Defending the Guilty is a British television sitcom, starring Will Sharpe and Katherine Parkinson as London barristers. The programme was broadcast in the United Kingdom from 19 September 2018 on BBC Two. A second series was commissioned, but it was cancelled due to the COVID-19 pandemic.

==Production==
The series was created by Kieron Quirke and based on the 2010 best-selling memoir by Alex McBride (a criminal barrister).

==Cast==
- Katherine Parkinson as Caroline Bratt, a senior barrister and Will's pupil master
- Will Sharpe as Will Packham, a junior barrister and pupil
- Gwyneth Keyworth as Danielle Sadler, a junior barrister and pupil
- Hanako Footman as Pia, a junior barrister and pupil
- Hugh Coles as Liam Mingay, a junior barrister and pupil
- Prasanna Puwanarajah as Ashley Jeevaratnam, a senior barrister and Danielle's pupil master
- Mark Bonnar as Miles Flynn, the Head of Chambers and Liam's pupil master
- Claudia Jessie as Nessa, Will's girlfriend

==Episodes==

| Series | Episodes |  | Originally released |  |
| First released | Last released |
| Pilot | 1 |  | 19 September 2018 |  |
| 1 | 6 |  | 17 September 2019 | 22 October 2019 |

===Special===

| No. | Title | Directed by | Written by | Original release date | U.K viewers (millions) |
| 0 | "Pilot" | Unknown | Unknown | 19 September 2018 | N/A |
Will is a naive, 29-year-old pupil barrister competing with three others for the only available place in chambers.

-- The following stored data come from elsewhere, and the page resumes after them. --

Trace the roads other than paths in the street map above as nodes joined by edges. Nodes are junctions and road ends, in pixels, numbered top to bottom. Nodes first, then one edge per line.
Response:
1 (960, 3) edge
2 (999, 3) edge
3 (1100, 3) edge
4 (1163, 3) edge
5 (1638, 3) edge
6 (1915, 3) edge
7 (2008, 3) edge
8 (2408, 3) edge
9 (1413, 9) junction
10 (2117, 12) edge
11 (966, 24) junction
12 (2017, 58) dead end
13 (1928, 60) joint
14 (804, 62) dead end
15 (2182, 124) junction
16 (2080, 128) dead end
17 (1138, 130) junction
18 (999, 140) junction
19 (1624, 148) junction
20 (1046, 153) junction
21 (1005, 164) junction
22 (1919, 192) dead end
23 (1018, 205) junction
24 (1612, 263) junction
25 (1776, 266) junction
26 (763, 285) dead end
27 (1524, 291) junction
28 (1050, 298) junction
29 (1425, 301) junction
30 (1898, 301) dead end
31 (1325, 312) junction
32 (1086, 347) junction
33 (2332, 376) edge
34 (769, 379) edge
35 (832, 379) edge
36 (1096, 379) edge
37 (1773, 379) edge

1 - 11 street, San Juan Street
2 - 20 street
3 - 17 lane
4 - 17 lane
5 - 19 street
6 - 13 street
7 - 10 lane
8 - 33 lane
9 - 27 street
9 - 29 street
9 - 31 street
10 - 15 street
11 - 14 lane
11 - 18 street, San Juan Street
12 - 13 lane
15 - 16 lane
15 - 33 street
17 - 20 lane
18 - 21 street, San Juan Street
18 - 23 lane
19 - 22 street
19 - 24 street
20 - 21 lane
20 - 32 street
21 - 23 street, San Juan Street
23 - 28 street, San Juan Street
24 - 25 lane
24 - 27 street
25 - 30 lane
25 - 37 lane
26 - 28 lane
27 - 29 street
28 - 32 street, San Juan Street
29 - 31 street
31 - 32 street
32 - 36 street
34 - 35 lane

He works for Caroline, who calls herself Mummy and uses him as her personal servant. He works on the case of Mike, whose trial for attempted murder ends in acquittal due to needing to avoid revealing the identity of an informant. Will helps convicted teenage mugger Gracie avoid being imprisoned; soon afterwards she and her accomplice mug him in a tunnel as he is cycling home from work.

===Series 1===

| No. | Title | Directed by | Written by | Original release date | U.K viewers (millions) |
| 1 | "Episode 1" | Tom George | Kieron Quirke | 17 September 2019 | N/A (<1.66) |
Same episode as pilot
| 2 | "Episode 2" | Tom George | Kieron Quirke | 24 September 2019 | N/A |
Hetty is an obnoxious woman with a long criminal record. She is tried for assaulting Deanna, whom her partner, Lee, cheated with. He gives evidence, ostensibly to help Hetty. He deliberately gives evidence which destroys the defence's case, causing Hetty to be imprisoned for eight months. Lee is pleased to have enabled himself to gain custody of his two children by Hetty and to continue his relationship with Deanna. Will is concerned about a rumour spreading that he had a one-night stand with an attractive young juror, Selina. He says that he merely kissed her.
| 3 | "Episode 3" | Tom George | Kieron Quirke | 1 October 2019 | N/A |
Will tells two colleagues about his encounter with Selina, that he kissed her passionately in the street and in a taxi, but that he did not have sex with her, rejecting her invitation into her house because he wanted to remain faithful to his girlfriend, Nessa. Will and Caroline's case against a mugger collapses due to the evidence against him being lost.
| 4 | "Episode 4" | Tom George | Kieron Quirke | 8 October 2019 | N/A |
Caroline and Will defend a man with an unusual obsession, and also get to know each other a little better.
| 5 | "Episode 5" | Tom George | Kieron Quirke, Alex McBride | 15 October 2019 | N/A |
The pupils are competing in a mock trial, complete with real actors. Liam and Danielle are paired against Pia and Will. Pia's stock has crumbled in Chambers after her sexual indiscretion. Will feels guilty about having leaked the information. Nessa finds out that Will is lying to her and confronts him about his affair.
| 6 | "Episode 6" | Tom George | Kieron Quirke | 22 October 2019 | N/A |
The pupils must address a court for the first time, which for Will means the seemingly straightforward case of defending a drug addict failed by an uncaring system. However, his confidence is rocked by the breakdown of his relationship, and he questions if he is really cut out for a career in law. Caroline is asked to give a lecture to the female bar association, but they are less than pleased by what she has to say.

== Broadcast ==
The programme was broadcast in the United Kingdom from 19 September 2018 on BBC Two.
The show was recommissioned for a second series, but was later cancelled due to the impact of the COVID-19 pandemic.